High pitches that are too loud bother them so that's probably it. If you want your tiel to possibly learn to talk, don't whistle to it until it picks up talking.


----------



## atvchick95 (Sep 17, 2007)

Aly said:


> High pitches that are too loud bother them so that's probably it. If you want your tiel to possibly learn to talk, don't whistle to it until it picks up talking.


I wish I could get that pounded in to my b/f 's head, BUT i've been trying for almost 2 years and it's not working! He aggravates me to no end, he'll whistle then talk to them 


BUT I have made some progress with Pooh - he does make the kissing sound when I come up to him , Because I'll tell him "give me a kiss" or something similar I normally don't say it the same way twice, BUT KISS is always in there, then I make the kissing sound then Lean down (or up on my tippy toes depending where he is) and give him a kiss. 

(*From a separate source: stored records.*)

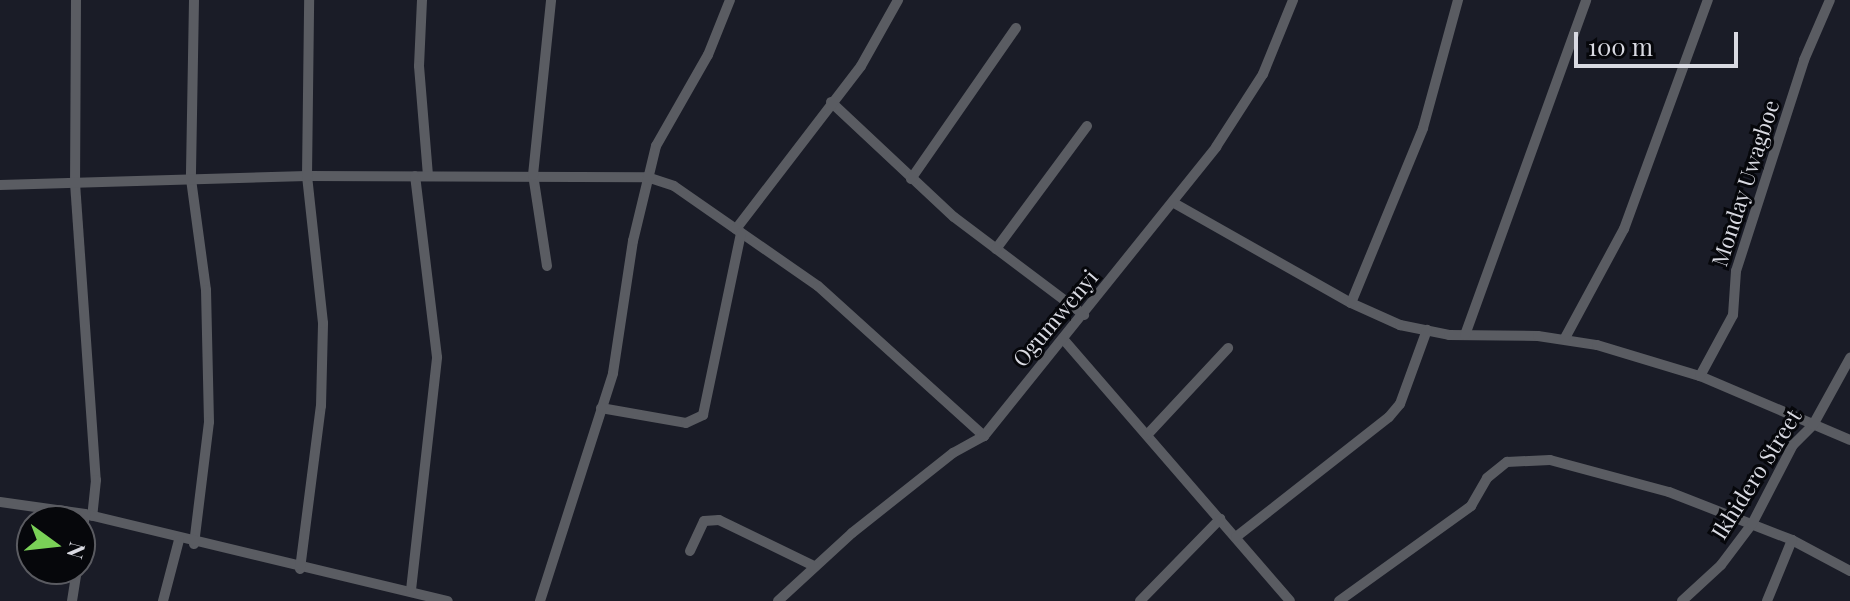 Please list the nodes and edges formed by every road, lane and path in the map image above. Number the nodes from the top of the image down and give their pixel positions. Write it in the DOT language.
graph roads {
  1 [pos="76,0"];
  2 [pos="194,0"];
  3 [pos="309,0"];
  4 [pos="422,0"];
  5 [pos="551,0"];
  6 [pos="730,0"];
  7 [pos="898,0"];
  8 [pos="1293,0"];
  9 [pos="1458,0"];
  10 [pos="1586,0"];
  11 [pos="1708,0"];
  12 [pos="1830,0"];
  13 [pos="1016,28"];
  14 [pos="831,102"];
  15 [pos="1087,126"];
  16 [pos="533,175"];
  17 [pos="307,176"];
  18 [pos="415,176"];
  19 [pos="428,176"];
  20 [pos="647,177"];
  21 [pos="191,179"];
  22 [pos="911,179"];
  23 [pos="75,183"];
  24 [pos="0,185"];
  25 [pos="1174,203"];
  26 [pos="738,231"];
  27 [pos="996,249"];
  28 [pos="547,266"];
  29 [pos="1351,303"];
  30 [pos="1084,315"];
  31 [pos="1427,330"];
  32 [pos="1465,335"];
  33 [pos="1565,338"];
  34 [pos="1064,340"];
  35 [pos="1228,348"];
  36 [pos="1850,358"];
  37 [pos="1700,376"];
  38 [pos="601,408"];
  39 [pos="1813,425"];
  40 [pos="1147,435"];
  41 [pos="984,436"];
  42 [pos="1850,440"];
  43 [pos="0,502"];
  44 [pos="20,505"];
  45 [pos="90,505"];
  46 [pos="96,517"];
  47 [pos="1220,519"];
  48 [pos="1752,524"];
  49 [pos="1236,537"];
  50 [pos="179,540"];
  51 [pos="1792,540"];
  52 [pos="194,544"];
  53 [pos="690,551"];
  54 [pos="814,566"];
  55 [pos="300,569"];
  56 [pos="1850,571"];
  57 [pos="411,590"];
  58 [pos="163,601"];
  59 [pos="448,601"];
  60 [pos="540,601"];
  61 [pos="778,601"];
  62 [pos="1140,601"];
  63 [pos="1290,601"];
  64 [pos="1339,601"];
  65 [pos="1682,601"];
  66 [pos="1767,601"];
  1 -- 23 [label="street"];
  2 -- 21 [label="street"];
  3 -- 17 [label="street"];
  4 -- 19 [label="street"];
  5 -- 16 [label="street"];
  6 -- 20 [label="street"];
  7 -- 14 [label="street"];
  8 -- 25 [label="street, Ogumwenyi"];
  9 -- 29 [label="street"];
  10 -- 32 [label="street"];
  11 -- 33 [label="street"];
  12 -- 37 [label="street, Monday Uwagboe"];
  13 -- 22 [label="street"];
  14 -- 22 [label="street"];
  14 -- 26 [label="street"];
  15 -- 27 [label="street"];
  16 -- 19 [label="street"];
  16 -- 20 [label="street"];
  16 -- 28 [label="street"];
  17 -- 18 [label="street"];
  17 -- 21 [label="street"];
  17 -- 55 [label="street"];
  18 -- 19 [label="street"];
  18 -- 57 [label="street"];
  20 -- 26 [label="street"];
  20 -- 38 [label="street"];
  21 -- 23 [label="street"];
  21 -- 52 [label="street"];
  22 -- 27 [label="street"];
  23 -- 24 [label="street"];
  23 -- 45 [label="street"];
  25 -- 29 [label="street"];
  25 -- 30 [label="street, Ogumwenyi"];
  26 -- 38 [label="street"];
  26 -- 41 [label="street"];
  27 -- 30 [label="street"];
  29 -- 31 [label="street"];
  30 -- 34 [label="street, Ogumwenyi"];
  31 -- 32 [label="street"];
  31 -- 49 [label="street"];
  32 -- 33 [label="street"];
  33 -- 37 [label="street"];
  34 -- 40 [label="street"];
  34 -- 41 [label="street, Ogumwenyi"];
  35 -- 40 [label="street"];
  36 -- 39 [label="street, Ikhidero Street"];
  37 -- 39 [label="street"];
  38 -- 60 [label="street"];
  39 -- 42 [label="street"];
  39 -- 48 [label="street, Ikhidero Street"];
  40 -- 47 [label="street"];
  41 -- 54 [label="street, Ogumwenyi"];
  43 -- 44 [label="street"];
  46 -- 50 [label="street"];
  47 -- 49 [label="street"];
  47 -- 62 [label="street"];
  48 -- 51 [label="street"];
  48 -- 64 [label="street"];
  48 -- 65 [label="street, Ikhidero Street"];
  49 -- 63 [label="street"];
  50 -- 52 [label="street"];
  50 -- 58 [label="street"];
  51 -- 56 [label="street"];
  51 -- 66 [label="street"];
  52 -- 55 [label="street"];
  53 -- 54 [label="street"];
  54 -- 61 [label="street, Ogumwenyi"];
  55 -- 57 [label="street"];
  57 -- 59 [label="street"];
}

at 1st i thought i was hearing things but he does it every single day (yes I give the boy kisses many many many times a day lol) he'll come up to me and make the kissing sound now even if i don't ask for a kiss Or haven't gotten around to asking yet. :blush:


----------



## Aly (Jul 30, 2007)

atvchick95 said:


> (yes I give the boy kisses many many many times a day lol) he'll come up to me and make the kissing sound now even if i don't ask for a kiss Or haven't gotten around to asking yet. :blush:


Don't feel bad! I tell Ziggy "gimme kiss" all the time. He loves it and leans in then pecks my lip. It's too cute.


----------



## atvchick95 (Sep 17, 2007)

that is what pooh does, and if he is up on top of a cage that is higher them me, it is really adorable to watch him scurrying trying to hurry up and find the best way to get to me quickly before I change my mind and not want a kiss any more 

he knows i can only stand on my tippy toes for so long before i end up losing my balance lol


----------



## Danielle (Aug 15, 2008)

They learn eventually, I think. Whenever something's new and edible I tell the birds 'It's numnums' and they'll usually try some after that. I also say 'kisses' before I kiss them (Harley sometimes kisses back, he does the same thing to dad, but only if he's been eating or drinking something he finds interesting), they also recognise 'shower' and 'tickle tickle', which is what I say before headscratches. If I ask Harley if he'd like a tickle he lowers his head.

Unfortunately, Harley's incredibly quiet and even though Flash is noisy, he's already been taught to wolf whistle so I doubt he'll talk. He does a great impression of the girls' whistles, too.


----------



## Cheryl (Dec 27, 2008)

Mine does the same thing. I honestly think its a noise they really can't stand. Sometimes they will whistle with me until a hit a certain note or sound a certain way and then they will stop and shake their head. It might hurt their ear drums. I just feel like I'm not exactly musically inclined. I'm just going to leave the singing up to them.

Try to not be as loud, that may help.


----------